State Size Reduction

Options for reducing disk usage on non-archival nodes through offline pruning or fresh state sync.

For nodes that don't need archival state, disk usage grows over time as state sync snapshots accumulate. Here are two options to reclaim disk space.

Option 1: Offline Pruning (State Sync Snapshot Deletion)

Removes accumulated state sync snapshots while keeping your database intact.

Pros	Cons
Only need a single node	Need to stop the node
Preserves transaction index	Downtime required (duration varies)
No network bandwidth required	Requires temporary disk space for bloom filter

The duration of offline pruning depends on how many state sync snapshots have accumulated since the last pruning. A node pruned regularly may complete quickly, while one never pruned could take significantly longer.

Frequent Pruning Pattern

The green line shows a node performing periodic offline pruning. Each black vertical drop represents a pruning event: the node's state drops from "Active + Snapshots" back to just "Active State". Frequent pruning is recommended: it keeps disk usage low and each pruning operation completes faster since there are fewer snapshots to remove.

How Offline Pruning Works

Offline Pruning is ported from go-ethereum to reduce the amount of disk space taken up by the TrieDB (storage for the Merkle Forest).

Offline pruning creates a bloom filter and adds all trie nodes in the active state to the bloom filter to mark the data as protected. This ensures that any part of the active state will not be removed during offline pruning.

After generating the bloom filter, offline pruning iterates over the database and searches for trie nodes that are safe to be removed from disk.

A bloom filter is a probabilistic data structure that reports whether an item is definitely not in a set or possibly in a set. Therefore, for each key we iterate, we check if it is in the bloom filter. If the key is definitely not in the bloom filter, then it is not in the active state and we can safely delete it. If the key is possibly in the set, then we skip over it to ensure we do not delete any active state.

During iteration, the underlying database (LevelDB) writes deletion markers, causing a temporary increase in disk usage.

After iterating over the database and deleting any old trie nodes that it can, offline pruning then runs compaction to minimize the DB size after the potentially large number of delete operations.

Finding the C-Chain Config File

In order to enable offline pruning, you need to update the C-Chain config file to include the parameters offline-pruning-enabled and offline-pruning-data-directory.
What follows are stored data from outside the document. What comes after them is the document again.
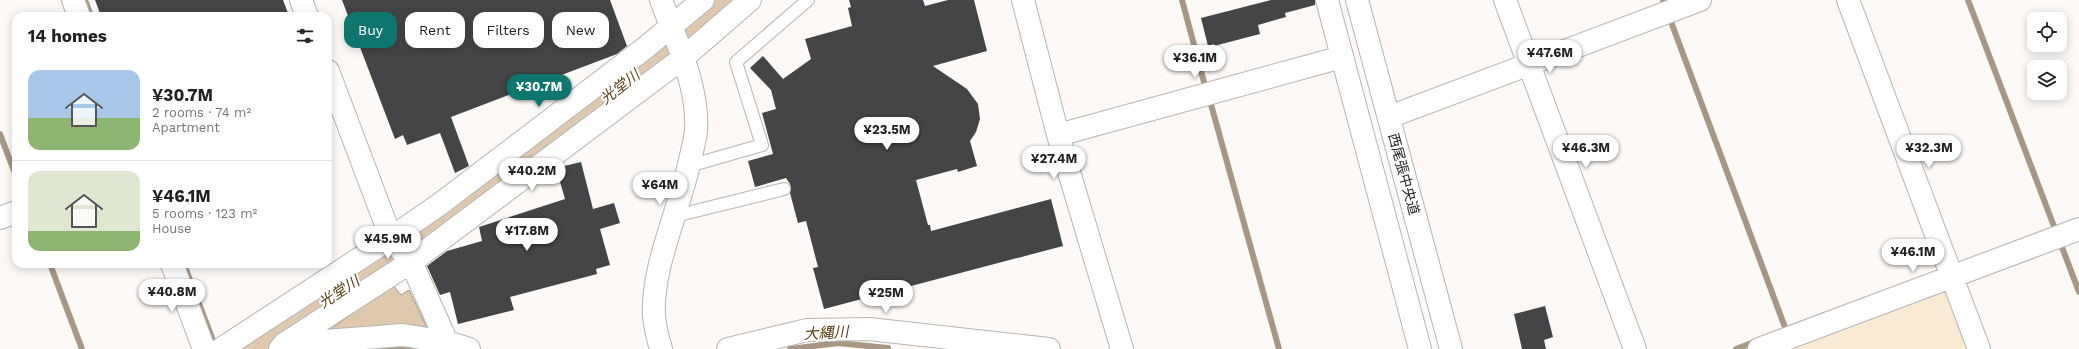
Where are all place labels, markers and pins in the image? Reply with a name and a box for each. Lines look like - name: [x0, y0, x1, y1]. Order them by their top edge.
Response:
- pin: ¥47.6M: [1517, 40, 1583, 74]
- pin: ¥36.1M: [1162, 45, 1228, 79]
- pin: ¥30.7M: [506, 74, 572, 108]
- pin: ¥23.5M: [854, 117, 920, 151]
- pin: ¥46.3M: [1553, 135, 1619, 169]
- pin: ¥32.3M: [1896, 135, 1962, 169]
- pin: ¥27.4M: [1021, 146, 1087, 180]
- pin: ¥40.2M: [499, 158, 565, 192]
- pin: ¥64M: [636, 172, 684, 206]
- pin: ¥17.8M: [494, 218, 560, 252]
- pin: ¥45.9M: [355, 226, 421, 260]
- pin: ¥46.1M: [1880, 239, 1946, 273]
- pin: ¥40.8M: [139, 279, 205, 313]
- pin: ¥25M: [862, 280, 910, 314]

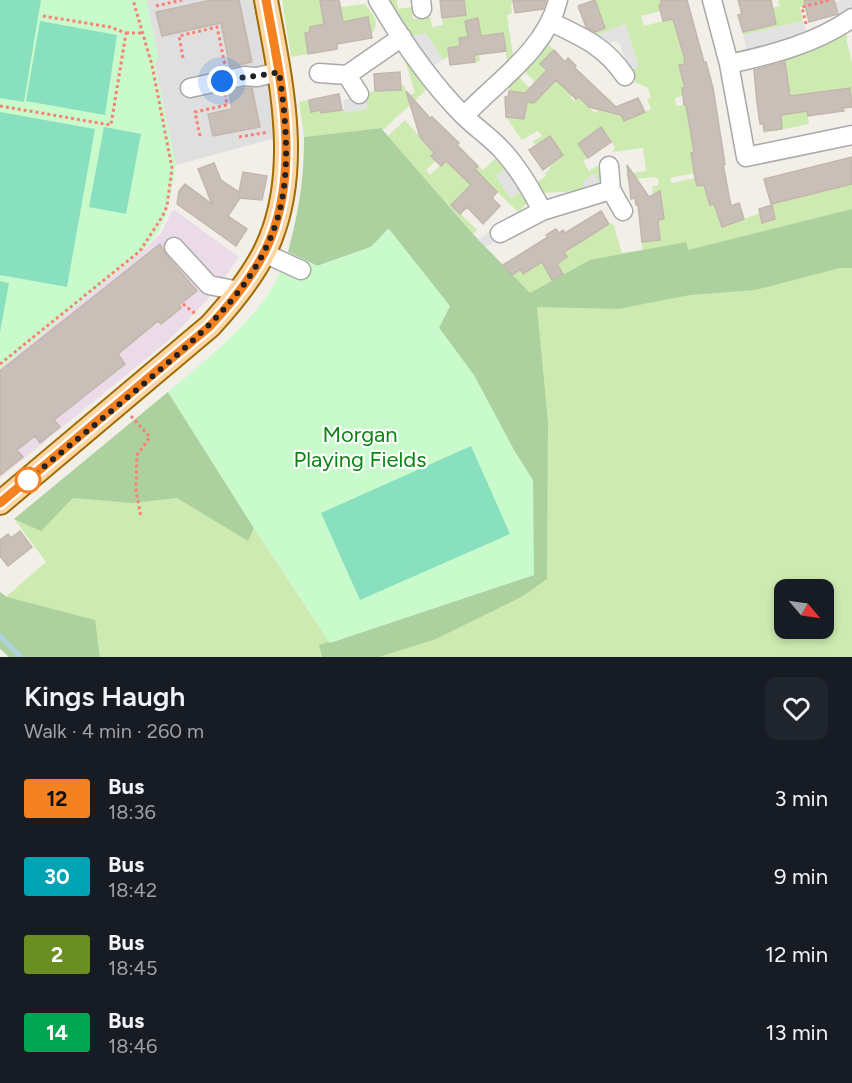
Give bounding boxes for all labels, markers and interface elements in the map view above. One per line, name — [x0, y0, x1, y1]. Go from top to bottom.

The default location of the C-Chain config file is ~/.avalanchego/configs/chains/C/config.json. Please note that by default, this file does not exist. You would need to create it manually. You can update the directory for chain configs by passing in the directory of your choice via the CLI argument: chain-config-dir. See this for more info. For example, if you start your node with:

./build/avalanchego --chain-config-dir=/home/ubuntu/chain-configs

The chain config directory will be updated to /home/ubuntu/chain-configs and the corresponding C-Chain config file will be: /home/ubuntu/chain-configs/C/config.json.

Running Offline Pruning

In order to enable offline pruning, update the C-Chain config file to include the following parameters:

{
  "offline-pruning-enabled": true,
  "offline-pruning-data-directory": "/home/ubuntu/offline-pruning"
}

This will set /home/ubuntu/offline-pruning as the directory to be used by the offline pruner. Offline pruning will store the bloom filter in this location, so you must ensure that the path exists.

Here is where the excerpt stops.